企業間で取引を行う場合、商品を納品したらすぐに代金が支払われるのではなく、売掛債権が発行され後日売掛金が支払われるのが一般的です。
それに対して請求書買取サービスでは、後日支払われる予定の売掛金を買い取ることで、本来の売掛金の支払日よりも前に資金を調達することができます。
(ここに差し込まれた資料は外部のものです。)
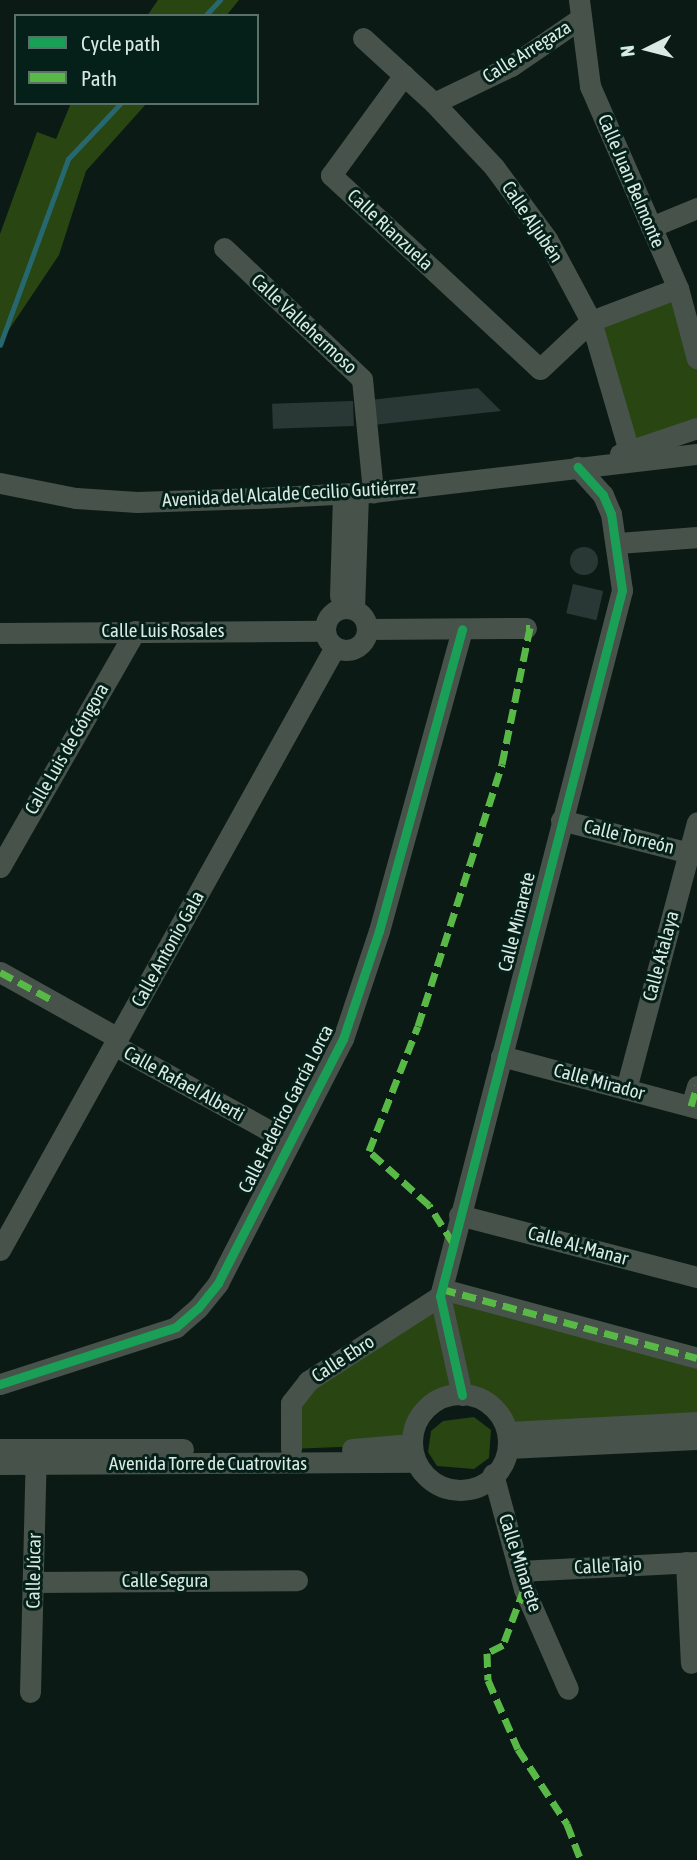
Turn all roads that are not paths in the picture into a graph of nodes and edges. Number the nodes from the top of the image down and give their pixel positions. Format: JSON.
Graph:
{"nodes":[{"id":1,"x":580,"y":9,"type":"edge"},
{"id":2,"x":363,"y":38,"type":"dead end"},
{"id":3,"x":404,"y":75,"type":"junction"},
{"id":4,"x":434,"y":103,"type":"junction"},
{"id":5,"x":697,"y":208,"type":"edge"},
{"id":6,"x":651,"y":228,"type":"junction"},
{"id":7,"x":224,"y":248,"type":"dead end"},
{"id":8,"x":678,"y":288,"type":"junction"},
{"id":9,"x":591,"y":321,"type":"junction"},
{"id":10,"x":697,"y":359,"type":"edge"},
{"id":11,"x":697,"y":428,"type":"edge"},
{"id":12,"x":629,"y":451,"type":"junction"},
{"id":13,"x":697,"y":454,"type":"edge"},
{"id":14,"x":578,"y":467,"type":"junction"},
{"id":15,"x":0,"y":484,"type":"edge"},
{"id":16,"x":358,"y":493,"type":"junction"},
{"id":17,"x":697,"y":537,"type":"edge"},
{"id":18,"x":618,"y":543,"type":"junction"},
{"id":19,"x":347,"y":609,"type":"junction"},
{"id":20,"x":526,"y":628,"type":"dead end"},
{"id":21,"x":367,"y":629,"type":"junction"},
{"id":22,"x":462,"y":629,"type":"junction"},
{"id":23,"x":135,"y":631,"type":"junction"},
{"id":24,"x":0,"y":633,"type":"edge"},
{"id":25,"x":330,"y":639,"type":"junction"},
{"id":26,"x":561,"y":820,"type":"junction"},
{"id":27,"x":697,"y":822,"type":"edge"},
{"id":28,"x":693,"y":854,"type":"edge"},
{"id":29,"x":0,"y":867,"type":"edge"},
{"id":30,"x":0,"y":972,"type":"edge"},
{"id":31,"x":116,"y":1041,"type":"junction"},
{"id":32,"x":500,"y":1056,"type":"junction"},
{"id":33,"x":626,"y":1089,"type":"junction"},
{"id":34,"x":695,"y":1100,"type":"edge"},
{"id":35,"x":290,"y":1142,"type":"junction"},
{"id":36,"x":459,"y":1215,"type":"junction"},
{"id":37,"x":0,"y":1250,"type":"edge"},
{"id":38,"x":697,"y":1278,"type":"edge"},
{"id":39,"x":441,"y":1293,"type":"junction"},
{"id":40,"x":697,"y":1358,"type":"edge"},
{"id":41,"x":0,"y":1384,"type":"edge"},
{"id":42,"x":462,"y":1395,"type":"junction"},
{"id":43,"x":697,"y":1422,"type":"edge"},
{"id":44,"x":697,"y":1439,"type":"edge"},
{"id":45,"x":507,"y":1440,"type":"junction"},
{"id":46,"x":0,"y":1449,"type":"edge"},
{"id":47,"x":291,"y":1449,"type":"junction"},
{"id":48,"x":414,"y":1453,"type":"junction"},
{"id":49,"x":36,"y":1457,"type":"junction"},
{"id":50,"x":0,"y":1464,"type":"edge"},
{"id":51,"x":493,"y":1474,"type":"junction"},
{"id":52,"x":692,"y":1562,"type":"edge"},
{"id":53,"x":519,"y":1571,"type":"junction"},
{"id":54,"x":297,"y":1580,"type":"dead end"},
{"id":55,"x":34,"y":1582,"type":"junction"},
{"id":56,"x":691,"y":1663,"type":"dead end"},
{"id":57,"x":568,"y":1689,"type":"dead end"},
{"id":58,"x":30,"y":1692,"type":"dead end"}],
"edges":[{"from":1,"to":4,"type":"street","name":"Calle Arregaza"},
{"from":1,"to":6,"type":"street","name":"Calle Juan Belmonte"},
{"from":2,"to":3,"type":"street","name":"Calle Aljubén"},
{"from":3,"to":4,"type":"street","name":"Calle Aljubén"},
{"from":3,"to":9,"type":"street","name":"Calle Rianzuela"},
{"from":4,"to":9,"type":"street","name":"Calle Aljubén"},
{"from":5,"to":6,"type":"street"},
{"from":6,"to":8,"type":"street","name":"Calle Juan Belmonte"},
{"from":7,"to":16,"type":"street","name":"Calle Vallehermoso"},
{"from":8,"to":9,"type":"street"},
{"from":8,"to":10,"type":"street","name":"Calle Juan Belmonte"},
{"from":9,"to":12,"type":"street","name":"Calle Aljubén"},
{"from":11,"to":12,"type":"street"},
{"from":12,"to":14,"type":"street"},
{"from":13,"to":14,"type":"street"},
{"from":14,"to":16,"type":"street","name":"Avenida del Alcalde Cecilio Gutiérrez"},
{"from":14,"to":18,"type":"street","name":"Calle Minarete"},
{"from":15,"to":16,"type":"street","name":"Avenida del Alcalde Cecilio Gutiérrez"},
{"from":16,"to":19,"type":"street"},
{"from":17,"to":18,"type":"street"},
{"from":18,"to":26,"type":"street","name":"Calle Minarete"},
{"from":19,"to":21,"type":"street"},
{"from":19,"to":25,"type":"street"},
{"from":20,"to":22,"type":"street"},
{"from":21,"to":22,"type":"street"},
{"from":21,"to":25,"type":"street"},
{"from":22,"to":35,"type":"street","name":"Calle Federico García Lorca"},
{"from":23,"to":24,"type":"street","name":"Calle Luis Rosales"},
{"from":23,"to":25,"type":"street","name":"Calle Luis Rosales"},
{"from":23,"to":29,"type":"street","name":"Calle Luis de Góngora"},
{"from":25,"to":31,"type":"street","name":"Calle Antonio Gala"},
{"from":26,"to":28,"type":"street","name":"Calle Torreón"},
{"from":26,"to":32,"type":"street","name":"Calle Minarete"},
{"from":27,"to":28,"type":"street","name":"Calle Atalaya"},
{"from":28,"to":33,"type":"street","name":"Calle Atalaya"},
{"from":30,"to":31,"type":"street","name":"Calle Rafael Alberti"},
{"from":31,"to":35,"type":"street","name":"Calle Rafael Alberti"},
{"from":31,"to":37,"type":"street","name":"Calle Antonio Gala"},
{"from":32,"to":33,"type":"street","name":"Calle Mirador"},
{"from":32,"to":36,"type":"street","name":"Calle Minarete"},
{"from":33,"to":34,"type":"street","name":"Calle Mirador"},
{"from":35,"to":41,"type":"street","name":"Calle Federico García Lorca"},
{"from":36,"to":38,"type":"street","name":"Calle Al-Manar"},
{"from":36,"to":39,"type":"street","name":"Calle Minarete"},
{"from":39,"to":40,"type":"street"},
{"from":39,"to":42,"type":"street","name":"Calle Minarete"},
{"from":39,"to":47,"type":"street","name":"Calle Ebro"},
{"from":42,"to":45,"type":"street"},
{"from":42,"to":48,"type":"street"},
{"from":43,"to":45,"type":"street"},
{"from":44,"to":45,"type":"street"},
{"from":45,"to":51,"type":"street"},
{"from":46,"to":49,"type":"street","name":"Avenida Torre de Cuatrovitas"},
{"from":47,"to":48,"type":"street","name":"Avenida Torre de Cuatrovitas"},
{"from":47,"to":49,"type":"street","name":"Avenida Torre de Cuatrovitas"},
{"from":48,"to":49,"type":"street","name":"Avenida Torre de Cuatrovitas"},
{"from":48,"to":51,"type":"street"},
{"from":49,"to":50,"type":"street","name":"Avenida Torre de Cuatrovitas"},
{"from":49,"to":55,"type":"street","name":"Calle Júcar"},
{"from":51,"to":53,"type":"street","name":"Calle Minarete"},
{"from":52,"to":53,"type":"street","name":"Calle Tajo"},
{"from":52,"to":56,"type":"street"},
{"from":53,"to":57,"type":"street","name":"Calle Minarete"},
{"from":54,"to":55,"type":"street","name":"Calle Segura"},
{"from":55,"to":58,"type":"street","name":"Calle Júcar"}]}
ファクタリングと呼ばれることも多く、中小企業を中心に資金調達の手段として利用されています。
請求書買取サービスの流れ
請求書買取サービスでは次のような流れで手続きを行います。
- 取引が完了し、請求書が発行される
- ファクタリング会社に申し込みをする
- 審査
- 売掛金の買取金額が振り込まれる
- 売掛先から売掛金が支払われ次第、ファクタリング会社に売掛金を支払う
請求書買取サービスは契約方法で2種類に分けられる
請求書買取サービスは契約方法で次の2種類に分類できます。
- 2社間ファクタリング
- 3社間ファクタリング
2社間ファクタリングは売掛金を受け取る会社(自社)とファクタリング会社の2社間で契約を行います。
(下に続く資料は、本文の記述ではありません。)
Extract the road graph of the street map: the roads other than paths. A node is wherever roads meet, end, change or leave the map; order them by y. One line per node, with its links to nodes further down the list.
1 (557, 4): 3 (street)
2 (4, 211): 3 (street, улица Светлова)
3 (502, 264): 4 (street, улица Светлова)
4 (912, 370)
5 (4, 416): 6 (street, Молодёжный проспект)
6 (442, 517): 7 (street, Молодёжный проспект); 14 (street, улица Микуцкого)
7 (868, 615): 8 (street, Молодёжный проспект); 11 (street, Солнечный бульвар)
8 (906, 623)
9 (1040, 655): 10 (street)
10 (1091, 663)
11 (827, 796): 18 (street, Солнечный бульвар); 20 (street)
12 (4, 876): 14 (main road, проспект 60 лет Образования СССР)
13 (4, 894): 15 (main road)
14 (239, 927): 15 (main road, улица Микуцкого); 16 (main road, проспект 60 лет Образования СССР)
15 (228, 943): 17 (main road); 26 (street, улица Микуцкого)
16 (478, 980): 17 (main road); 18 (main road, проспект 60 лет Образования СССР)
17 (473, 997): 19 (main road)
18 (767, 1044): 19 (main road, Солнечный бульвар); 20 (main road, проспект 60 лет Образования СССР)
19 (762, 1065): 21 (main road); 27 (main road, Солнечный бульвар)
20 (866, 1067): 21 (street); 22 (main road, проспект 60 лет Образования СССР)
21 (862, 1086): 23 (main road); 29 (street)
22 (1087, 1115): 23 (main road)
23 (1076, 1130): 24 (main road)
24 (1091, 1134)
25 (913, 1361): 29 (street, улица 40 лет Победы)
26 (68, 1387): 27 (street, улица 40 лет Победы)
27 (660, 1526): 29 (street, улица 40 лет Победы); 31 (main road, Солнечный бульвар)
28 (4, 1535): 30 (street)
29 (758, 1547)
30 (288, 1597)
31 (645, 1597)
売掛先の承認は必要なく、最短即日で振り込んでもらえるのが特徴です。
3社間ファクタリングは自社と売掛先、ファクタリング会社の3社で契約を行います。
売掛先の承認も必要なので少し時間はかかりますが、売掛先からファクタリング会社に直接売掛金を支払ってもらえるので手間がかからず、また未払のリスクが低いので手数料が安いのが特徴です。
請求書買取サービスで資金調達をする7つのメリット
資金調達の方法はいろいろとありますが、請求書買取サービスを利用する場合には次のようなメリットがあります。
- 早期の資金調達が可能
- 審査が甘い
- 売掛先の信用を確認できる
- 売掛先にバレずに資金調達できる
- 負債を抱えるわけではない
- オンライン完結も可能
- 少額の売掛金でも利用できる
売掛金の支払期日よりも早く資金調達できる
請求書買取サービスを利用する1番のメリットは、売掛金を早期に支払ってもらえる点です。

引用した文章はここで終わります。